[<prev] [next>] [<thread-prev] [thread-next>] [day] [month] [year] [list]
Message-ID: <mhng-f42f1283-50c1-48f1-ab2e-c5700b352aa1@palmer-ri-x1c9>
Date: Thu, 23 Jun 2022 15:15:32 -0700 (PDT)
From: Palmer Dabbelt <palmer@...belt.com>
To: boqun.feng@...il.com
CC: Daniel Lustig <dlustig@...dia.com>, parri.andrea@...il.com,
guoren@...nel.org, Arnd Bergmann <arnd@...db.de>,
mark.rutland@....com, Will Deacon <will@...nel.org>,
peterz@...radead.org, linux-arch@...r.kernel.org,
linux-kernel@...r.kernel.org, linux-riscv@...ts.infradead.org,
guoren@...ux.alibaba.com
Subject: Re: [PATCH V4 5/5] riscv: atomic: Optimize LRSC-pairs atomic ops with .aqrl annotation
On Thu, 23 Jun 2022 10:55:11 PDT (-0700), boqun.feng@...il.com wrote:
> On Thu, Jun 23, 2022 at 01:09:23PM -0400, Dan Lustig wrote:
>> On 6/22/2022 11:31 PM, Boqun Feng wrote:
>> > Hi,
>> >
>> > On Tue, Jun 14, 2022 at 01:03:47PM +0200, Andrea Parri wrote:
>> > [...]
>> >>> 5ce6c1f3535f ("riscv/atomic: Strengthen implementations with fences")

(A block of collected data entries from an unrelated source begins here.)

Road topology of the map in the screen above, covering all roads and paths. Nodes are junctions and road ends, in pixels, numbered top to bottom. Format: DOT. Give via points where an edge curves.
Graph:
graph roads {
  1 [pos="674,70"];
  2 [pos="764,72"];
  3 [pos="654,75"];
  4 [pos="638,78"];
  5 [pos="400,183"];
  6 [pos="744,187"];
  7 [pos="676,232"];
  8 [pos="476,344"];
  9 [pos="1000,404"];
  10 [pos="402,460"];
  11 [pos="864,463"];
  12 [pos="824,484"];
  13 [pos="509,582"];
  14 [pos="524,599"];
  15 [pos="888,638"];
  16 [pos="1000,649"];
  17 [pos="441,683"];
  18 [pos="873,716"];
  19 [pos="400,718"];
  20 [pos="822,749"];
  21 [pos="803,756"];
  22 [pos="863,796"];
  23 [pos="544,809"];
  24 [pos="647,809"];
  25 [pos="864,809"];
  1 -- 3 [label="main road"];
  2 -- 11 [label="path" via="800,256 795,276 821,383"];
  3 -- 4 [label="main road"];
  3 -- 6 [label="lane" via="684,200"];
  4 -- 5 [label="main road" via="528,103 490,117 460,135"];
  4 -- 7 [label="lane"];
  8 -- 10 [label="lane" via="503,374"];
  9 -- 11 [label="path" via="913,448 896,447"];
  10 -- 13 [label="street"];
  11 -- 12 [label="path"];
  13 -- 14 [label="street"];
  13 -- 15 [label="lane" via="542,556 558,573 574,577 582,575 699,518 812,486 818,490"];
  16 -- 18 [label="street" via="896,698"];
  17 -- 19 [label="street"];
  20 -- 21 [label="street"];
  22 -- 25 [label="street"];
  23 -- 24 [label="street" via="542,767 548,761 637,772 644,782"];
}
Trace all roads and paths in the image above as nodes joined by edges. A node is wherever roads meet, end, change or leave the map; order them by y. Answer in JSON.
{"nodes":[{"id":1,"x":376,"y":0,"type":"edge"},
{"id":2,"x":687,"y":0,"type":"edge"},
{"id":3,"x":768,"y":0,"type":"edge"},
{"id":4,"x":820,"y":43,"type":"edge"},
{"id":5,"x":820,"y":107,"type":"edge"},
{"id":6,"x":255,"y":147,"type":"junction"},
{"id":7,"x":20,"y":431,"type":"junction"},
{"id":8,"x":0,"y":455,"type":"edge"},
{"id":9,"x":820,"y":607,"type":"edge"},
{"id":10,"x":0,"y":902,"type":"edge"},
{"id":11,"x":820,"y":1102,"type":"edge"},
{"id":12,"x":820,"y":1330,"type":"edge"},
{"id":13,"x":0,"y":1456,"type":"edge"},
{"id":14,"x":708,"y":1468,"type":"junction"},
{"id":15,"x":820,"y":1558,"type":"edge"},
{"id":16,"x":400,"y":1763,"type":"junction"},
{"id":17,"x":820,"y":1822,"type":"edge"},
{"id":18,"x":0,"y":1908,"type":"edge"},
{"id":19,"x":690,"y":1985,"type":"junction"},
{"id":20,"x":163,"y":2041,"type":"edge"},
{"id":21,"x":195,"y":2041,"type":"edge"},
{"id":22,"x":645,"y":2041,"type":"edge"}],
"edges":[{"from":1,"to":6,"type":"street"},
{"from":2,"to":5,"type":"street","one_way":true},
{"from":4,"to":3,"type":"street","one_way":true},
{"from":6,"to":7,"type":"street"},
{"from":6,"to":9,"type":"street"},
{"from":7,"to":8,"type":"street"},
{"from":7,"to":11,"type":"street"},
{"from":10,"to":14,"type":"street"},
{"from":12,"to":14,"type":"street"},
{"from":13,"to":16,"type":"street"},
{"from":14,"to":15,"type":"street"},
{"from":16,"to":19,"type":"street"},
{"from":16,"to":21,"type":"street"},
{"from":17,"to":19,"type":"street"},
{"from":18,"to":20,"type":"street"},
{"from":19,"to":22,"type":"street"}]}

>> >>> is about fixup wrong spinlock/unlock implementation and not relate to
>> >>> this patch.
>> >>
>> >> No. The commit in question is evidence of the fact that the changes
>> >> you are presenting here (as an optimization) were buggy/incorrect at
>> >> the time in which that commit was worked out.
>> >>
>> >>
>> >>> Actually, sc.w.aqrl is very strong and the same with:
>> >>> fence rw, rw
>> >>> sc.w
>> >>> fence rw,rw
>> >>>
>> >>> So "which do not give full-ordering with .aqrl" is not writen in
>> >>> RISC-V ISA and we could use sc.w/d.aqrl with LKMM.
>> >>>
>> >>>>
>> >>>>>> describes the issue more specifically, that's when we added these
>> >>>>>> fences. There have certainly been complains that these fences are too
>> >>>>>> heavyweight for the HW to go fast, but IIUC it's the best option we have
>> >>>>> Yeah, it would reduce the performance on D1 and our next-generation
>> >>>>> processor has optimized fence performance a lot.
>> >>>>
>> >>>> Definately a bummer that the fences make the HW go slow, but I don't
>> >>>> really see any other way to go about this. If you think these mappings
>> >>>> are valid for LKMM and RVWMO then we should figure this out, but trying
>> >>>> to drop fences to make HW go faster in ways that violate the memory
>> >>>> model is going to lead to insanity.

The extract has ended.